И это все при том, что я – уличный хулиган – никого никогда не бил кулаком в лицо. Мог дать жирную пощечину, пинок в живот или в зад, швырнуть в сторону, но заехать ''по русски'' кулаком по лицу – под глаз, в челюсть, в зубы – чтобы было больно, я так и не научился.

От одного моего вида многие шарахались, тушевались, шли на попятную, а некоторые даже плакали. Были и те, которые падали в обморок.

Тем не менее, меня стали уважать во дворе из-за пристрастия к анаше. А с девушками все получалось уже здорово именно после анаши.

После анаши думалось неплохо. Глубоко размышлял я над смыслом жизни, над ее целью и предназначением человека. Анализировал свои поступки, действия, находил ошибки, изъяны. После анаши в компаниях я вел себя размеренно, уверенно, засматривались все на меня.

Помню случай на офицерских сборах в Ленкоране, где подполковник

Лукьяненко построил две батареи на плацу, выставил вперед нашего курсанта Рагимова, которого хотели отстранить от сборов. Он провинился, прокололся, и его хотели наказать. Лукьяненко был в себе уверен, злорадствуя объявил нам

– Ну что, курсанты? Что скажете? Я готов простить Рагимова, оставить его здесь, готов ему дать очередной шанс, но пусть кто нибудь из вас за него поручиться! Сможет кто-то это сделать? Кто на это пойдет?! Хо-хо! Кто? – кричал он, надменно оглядывая нас.

– Я! Я ручаюсь за него! – прервал я гробовую тишину, смело выйдя вперед.

Все посмотрели на меня как на инопланетянина.

Лукьяненко от злости прищурился, остальные офицеры шептались, указывая на меня. Я услышал за спиной слова в мой адрес: ''знатный пацан''.

Близкие друзья Рагимова не заступились за него, а я, зная

Рагимова только визуально, выручил его. Он тупо глядел на меня, не понимая, зачем мне это надо было. Короче говоря, его оставили в части, он меня стал боготворить, не зная, что анаша вина тому. Я был под кайфом. Вот что такое божья травка – шайтан трава.

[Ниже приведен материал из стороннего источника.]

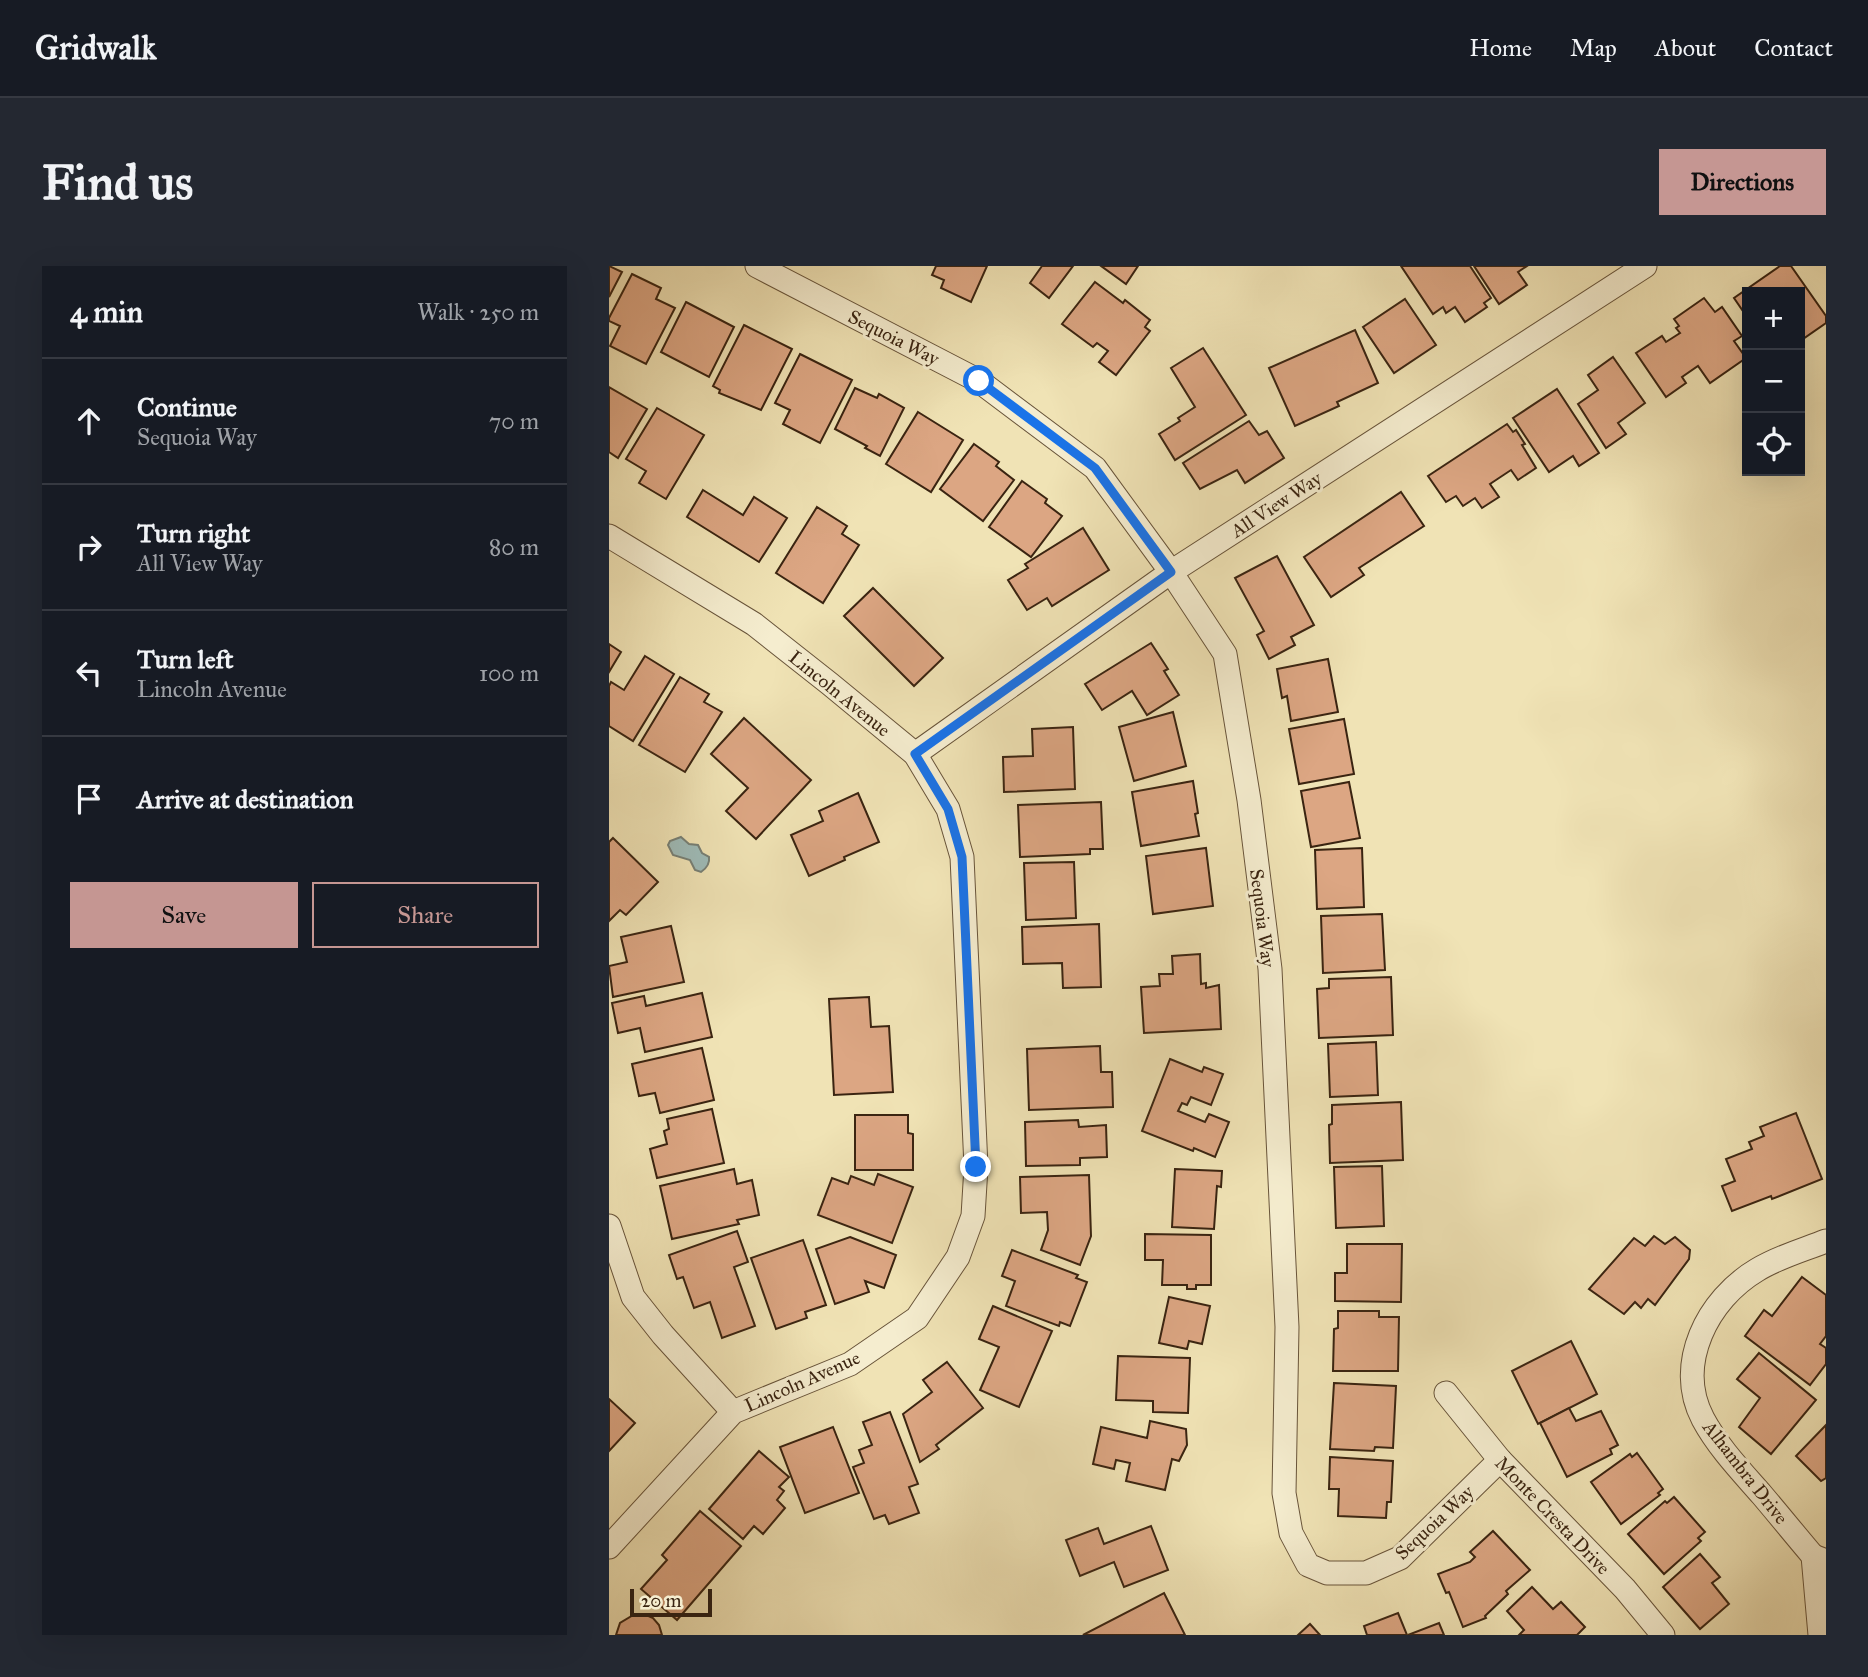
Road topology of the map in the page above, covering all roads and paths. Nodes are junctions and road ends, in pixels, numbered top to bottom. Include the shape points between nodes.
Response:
1 (757, 266) edge
2 (1645, 266) edge
3 (609, 536) edge
4 (1171, 572) junction
5 (915, 754) junction
6 (609, 1226) edge
7 (1826, 1241) edge
8 (1446, 1393) dead end
9 (733, 1412) junction
10 (1500, 1460) junction
11 (609, 1547) edge
12 (1819, 1559) edge
13 (1663, 1635) edge
14 (1820, 1635) edge

1 - 4 street, Sequoia Way via 979,381 1095,468
2 - 4 street, All View Way
3 - 5 street, Lincoln Avenue via 754,624
4 - 5 street, All View Way
4 - 10 street, Sequoia Way via 1225,654 1269,956 1287,1327 1284,1493 1291,1534 1308,1565 1327,1573 1366,1573 1400,1558
5 - 9 street, Lincoln Avenue via 948,809 962,857 976,1167 973,1216 958,1257 917,1318 850,1364
6 - 9 street via 633,1297
7 - 12 street, Alhambra Drive via 1757,1270 1719,1301 1697,1344 1692,1374 1703,1420 1730,1458
8 - 10 street, Monte Cresta Drive
9 - 11 street, Lincoln Avenue
10 - 13 street, Monte Cresta Drive via 1625,1589
12 - 14 street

Хочу сказать, что я не в силах описать наркотическое состояние.

Это надо ощутить самому.

Да, после анаши я оказывался в 17 веке, везде горят факелы, адреналин подпрыгивает в крови, приятная дрожь, предвкушение невероятно красивого праздника, уже понимал, почему допустим, этот дом построен именно здесь, а не там, вокруг веселья и танцы живота восточных красавиц, и пр. Но нет, нет, это все не то.

Человек не в силах передать словами то, что знает, видит и ощущает. Тем более, описать это – втройне трудно. Иначе язык находился бы не в области рта, а торчал бы на голове, где-то в мозгу, в мозжечке, чтоб легче воспроизводить мысли.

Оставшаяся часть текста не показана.